**GOAL OF THE EXERCISE**: Pictures are not part of the copy. Reproduce all the records exactly.

[STORED DATA — start]

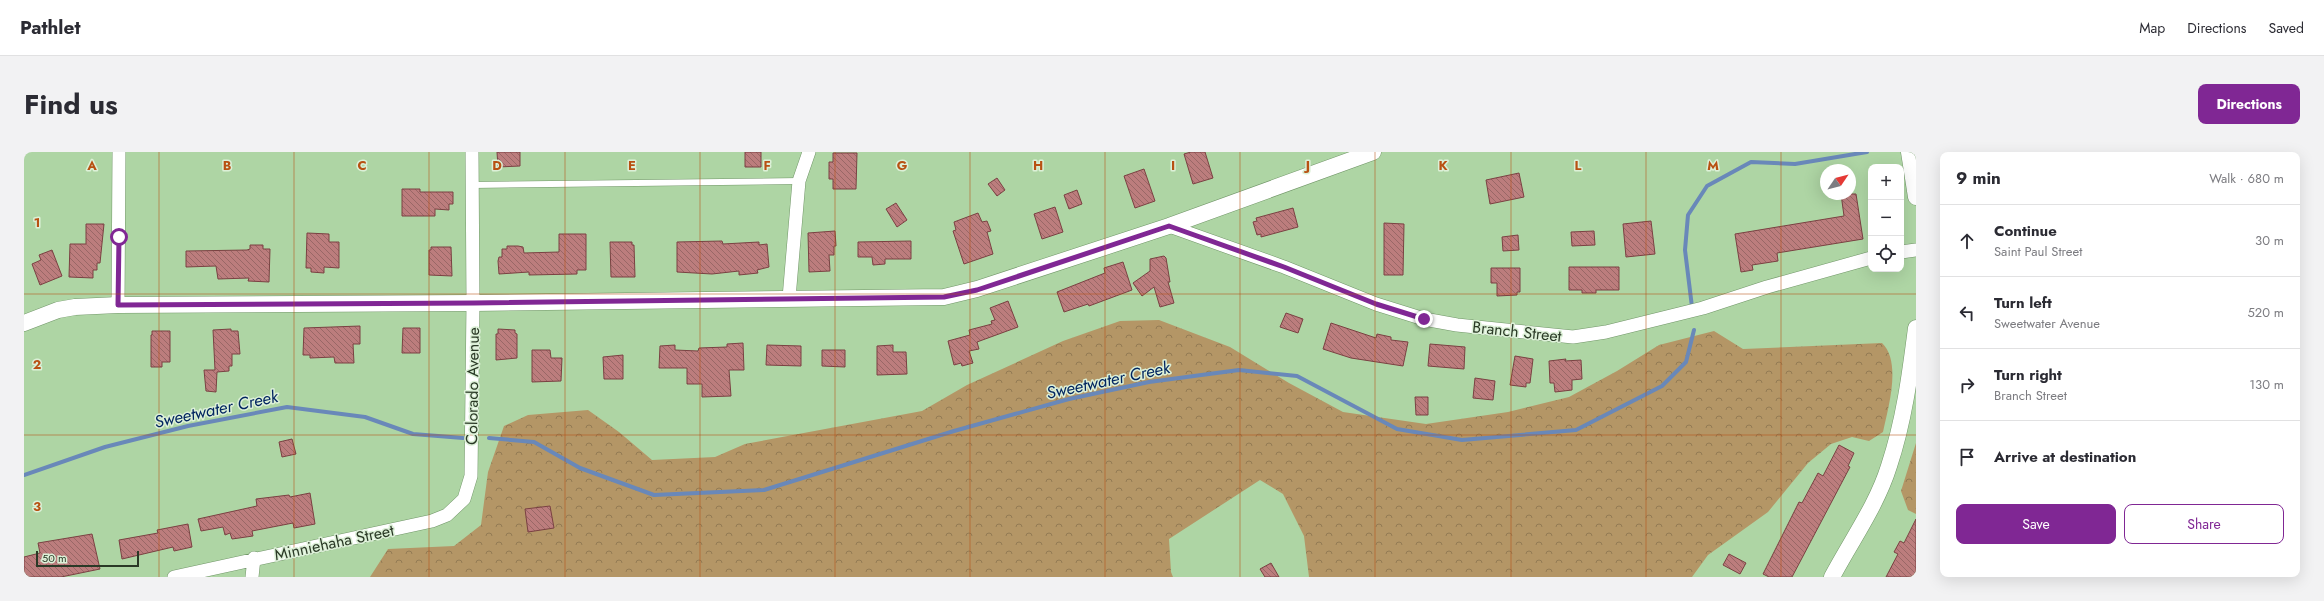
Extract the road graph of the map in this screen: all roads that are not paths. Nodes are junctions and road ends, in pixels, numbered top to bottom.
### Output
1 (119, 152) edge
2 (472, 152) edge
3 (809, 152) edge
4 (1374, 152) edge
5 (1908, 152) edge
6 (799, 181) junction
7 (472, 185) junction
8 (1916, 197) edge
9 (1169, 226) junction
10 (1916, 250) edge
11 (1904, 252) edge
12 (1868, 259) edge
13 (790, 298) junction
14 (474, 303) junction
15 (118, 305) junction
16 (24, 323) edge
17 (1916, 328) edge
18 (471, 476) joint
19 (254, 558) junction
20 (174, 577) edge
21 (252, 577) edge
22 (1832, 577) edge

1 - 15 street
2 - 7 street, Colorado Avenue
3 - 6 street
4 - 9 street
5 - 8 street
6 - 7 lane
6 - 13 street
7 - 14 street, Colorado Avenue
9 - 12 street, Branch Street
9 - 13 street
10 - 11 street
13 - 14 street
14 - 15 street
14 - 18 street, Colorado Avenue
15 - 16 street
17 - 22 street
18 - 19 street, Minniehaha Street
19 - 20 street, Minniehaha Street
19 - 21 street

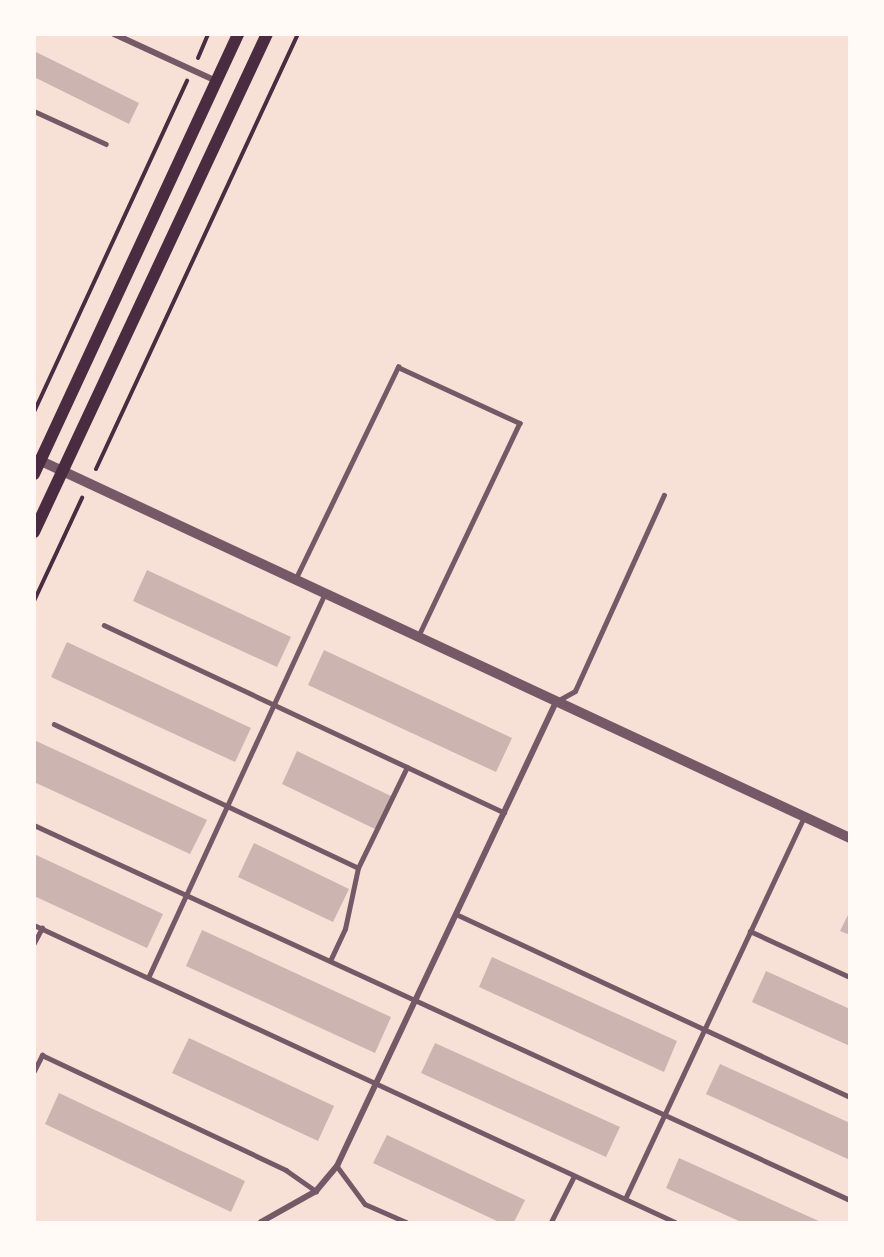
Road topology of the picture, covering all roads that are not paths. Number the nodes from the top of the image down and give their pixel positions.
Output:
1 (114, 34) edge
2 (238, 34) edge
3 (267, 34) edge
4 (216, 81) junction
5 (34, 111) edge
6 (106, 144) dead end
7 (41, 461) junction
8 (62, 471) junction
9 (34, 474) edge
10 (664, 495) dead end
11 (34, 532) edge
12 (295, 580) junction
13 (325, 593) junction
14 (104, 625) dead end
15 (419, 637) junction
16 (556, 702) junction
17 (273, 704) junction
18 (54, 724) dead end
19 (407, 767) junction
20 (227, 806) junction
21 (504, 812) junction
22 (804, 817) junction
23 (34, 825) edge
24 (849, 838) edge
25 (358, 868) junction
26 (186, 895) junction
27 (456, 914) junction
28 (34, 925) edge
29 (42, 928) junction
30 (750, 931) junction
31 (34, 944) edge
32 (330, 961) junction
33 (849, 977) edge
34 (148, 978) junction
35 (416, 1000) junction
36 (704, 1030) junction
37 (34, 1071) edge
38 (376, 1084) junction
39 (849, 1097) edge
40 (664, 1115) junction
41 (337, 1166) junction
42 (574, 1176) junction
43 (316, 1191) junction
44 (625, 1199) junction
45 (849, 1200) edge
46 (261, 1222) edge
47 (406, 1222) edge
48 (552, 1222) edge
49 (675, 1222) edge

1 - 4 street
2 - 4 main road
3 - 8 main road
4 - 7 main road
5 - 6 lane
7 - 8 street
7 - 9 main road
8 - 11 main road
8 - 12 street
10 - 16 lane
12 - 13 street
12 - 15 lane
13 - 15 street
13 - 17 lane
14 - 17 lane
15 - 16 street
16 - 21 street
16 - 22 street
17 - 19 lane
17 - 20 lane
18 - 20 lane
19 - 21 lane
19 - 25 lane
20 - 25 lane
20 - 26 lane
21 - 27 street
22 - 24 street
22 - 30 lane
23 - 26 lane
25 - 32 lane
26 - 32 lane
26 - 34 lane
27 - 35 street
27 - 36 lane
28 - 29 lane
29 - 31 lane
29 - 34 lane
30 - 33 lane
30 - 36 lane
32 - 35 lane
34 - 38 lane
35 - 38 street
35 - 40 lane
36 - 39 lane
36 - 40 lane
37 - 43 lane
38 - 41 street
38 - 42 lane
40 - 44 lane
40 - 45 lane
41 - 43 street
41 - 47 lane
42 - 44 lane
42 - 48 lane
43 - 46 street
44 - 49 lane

[STORED DATA — finish]

**ANSWER TO THIS PROBLEM**:
Extract the road graph of the map in this screen: all roads that are not paths. Nodes are junctions and road ends, in pixels, numbered top to bottom.
### Output
1 (119, 152) edge
2 (472, 152) edge
3 (809, 152) edge
4 (1374, 152) edge
5 (1908, 152) edge
6 (799, 181) junction
7 (472, 185) junction
8 (1916, 197) edge
9 (1169, 226) junction
10 (1916, 250) edge
11 (1904, 252) edge
12 (1868, 259) edge
13 (790, 298) junction
14 (474, 303) junction
15 (118, 305) junction
16 (24, 323) edge
17 (1916, 328) edge
18 (471, 476) joint
19 (254, 558) junction
20 (174, 577) edge
21 (252, 577) edge
22 (1832, 577) edge

1 - 15 street
2 - 7 street, Colorado Avenue
3 - 6 street
4 - 9 street
5 - 8 street
6 - 7 lane
6 - 13 street
7 - 14 street, Colorado Avenue
9 - 12 street, Branch Street
9 - 13 street
10 - 11 street
13 - 14 street
14 - 15 street
14 - 18 street, Colorado Avenue
15 - 16 street
17 - 22 street
18 - 19 street, Minniehaha Street
19 - 20 street, Minniehaha Street
19 - 21 street

Road topology of the picture, covering all roads that are not paths. Number the nodes from the top of the image down and give their pixel positions.
Output:
1 (114, 34) edge
2 (238, 34) edge
3 (267, 34) edge
4 (216, 81) junction
5 (34, 111) edge
6 (106, 144) dead end
7 (41, 461) junction
8 (62, 471) junction
9 (34, 474) edge
10 (664, 495) dead end
11 (34, 532) edge
12 (295, 580) junction
13 (325, 593) junction
14 (104, 625) dead end
15 (419, 637) junction
16 (556, 702) junction
17 (273, 704) junction
18 (54, 724) dead end
19 (407, 767) junction
20 (227, 806) junction
21 (504, 812) junction
22 (804, 817) junction
23 (34, 825) edge
24 (849, 838) edge
25 (358, 868) junction
26 (186, 895) junction
27 (456, 914) junction
28 (34, 925) edge
29 (42, 928) junction
30 (750, 931) junction
31 (34, 944) edge
32 (330, 961) junction
33 (849, 977) edge
34 (148, 978) junction
35 (416, 1000) junction
36 (704, 1030) junction
37 (34, 1071) edge
38 (376, 1084) junction
39 (849, 1097) edge
40 (664, 1115) junction
41 (337, 1166) junction
42 (574, 1176) junction
43 (316, 1191) junction
44 (625, 1199) junction
45 (849, 1200) edge
46 (261, 1222) edge
47 (406, 1222) edge
48 (552, 1222) edge
49 (675, 1222) edge

1 - 4 street
2 - 4 main road
3 - 8 main road
4 - 7 main road
5 - 6 lane
7 - 8 street
7 - 9 main road
8 - 11 main road
8 - 12 street
10 - 16 lane
12 - 13 street
12 - 15 lane
13 - 15 street
13 - 17 lane
14 - 17 lane
15 - 16 street
16 - 21 street
16 - 22 street
17 - 19 lane
17 - 20 lane
18 - 20 lane
19 - 21 lane
19 - 25 lane
20 - 25 lane
20 - 26 lane
21 - 27 street
22 - 24 street
22 - 30 lane
23 - 26 lane
25 - 32 lane
26 - 32 lane
26 - 34 lane
27 - 35 street
27 - 36 lane
28 - 29 lane
29 - 31 lane
29 - 34 lane
30 - 33 lane
30 - 36 lane
32 - 35 lane
34 - 38 lane
35 - 38 street
35 - 40 lane
36 - 39 lane
36 - 40 lane
37 - 43 lane
38 - 41 street
38 - 42 lane
40 - 44 lane
40 - 45 lane
41 - 43 street
41 - 47 lane
42 - 44 lane
42 - 48 lane
43 - 46 street
44 - 49 lane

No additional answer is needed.